- **DATA TO USE**

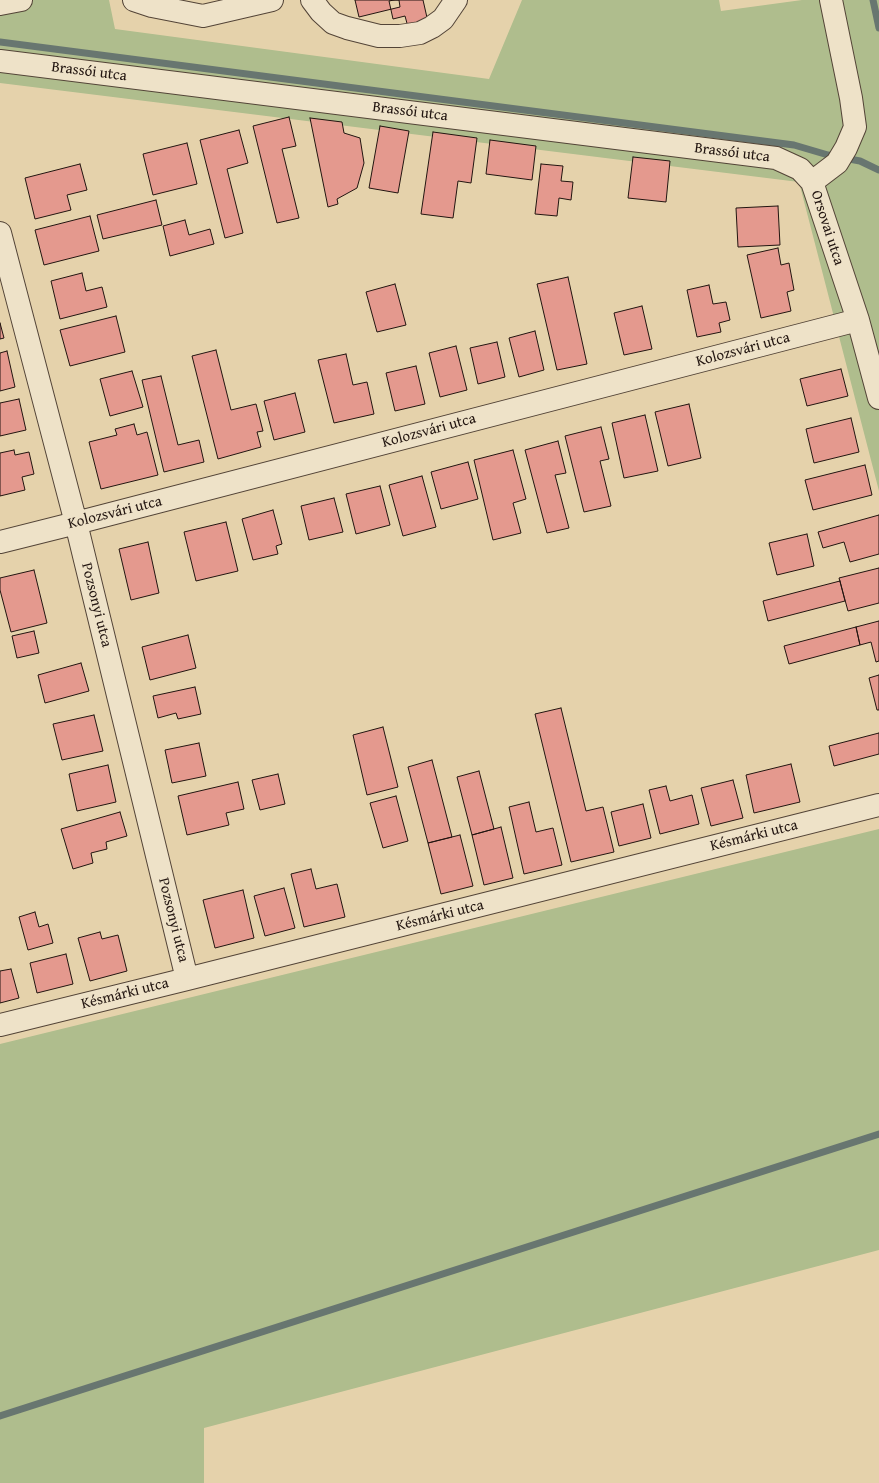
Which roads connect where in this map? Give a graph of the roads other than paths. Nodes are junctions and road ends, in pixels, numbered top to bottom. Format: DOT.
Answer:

---

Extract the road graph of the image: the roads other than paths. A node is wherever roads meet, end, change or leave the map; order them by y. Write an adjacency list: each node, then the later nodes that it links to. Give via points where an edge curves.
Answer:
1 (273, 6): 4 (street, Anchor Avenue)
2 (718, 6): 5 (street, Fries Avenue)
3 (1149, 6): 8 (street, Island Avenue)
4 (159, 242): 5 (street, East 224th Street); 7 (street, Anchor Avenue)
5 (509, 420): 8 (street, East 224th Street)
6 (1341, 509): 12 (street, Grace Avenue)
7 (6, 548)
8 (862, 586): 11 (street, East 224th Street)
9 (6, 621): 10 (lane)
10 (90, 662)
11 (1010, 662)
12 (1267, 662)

--

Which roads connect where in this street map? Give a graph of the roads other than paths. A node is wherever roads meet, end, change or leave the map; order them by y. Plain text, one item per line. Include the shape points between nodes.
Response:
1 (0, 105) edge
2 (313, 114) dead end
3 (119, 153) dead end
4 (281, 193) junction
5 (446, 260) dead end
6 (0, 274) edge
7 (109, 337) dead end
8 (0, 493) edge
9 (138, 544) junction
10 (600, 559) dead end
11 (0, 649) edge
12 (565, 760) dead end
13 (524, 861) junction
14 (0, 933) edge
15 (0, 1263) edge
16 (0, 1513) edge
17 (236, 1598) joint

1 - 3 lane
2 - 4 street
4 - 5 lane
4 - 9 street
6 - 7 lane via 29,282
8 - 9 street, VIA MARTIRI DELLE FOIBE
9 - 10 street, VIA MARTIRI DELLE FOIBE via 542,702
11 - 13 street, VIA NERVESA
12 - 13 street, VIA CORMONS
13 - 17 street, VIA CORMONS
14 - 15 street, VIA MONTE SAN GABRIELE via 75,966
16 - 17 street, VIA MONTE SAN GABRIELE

- **GOAL OF THE EXERCISE**
Give the number of lines in the entries above that contain the word "Which", with no accompanying text.

- **WRITTEN ANSWER**
2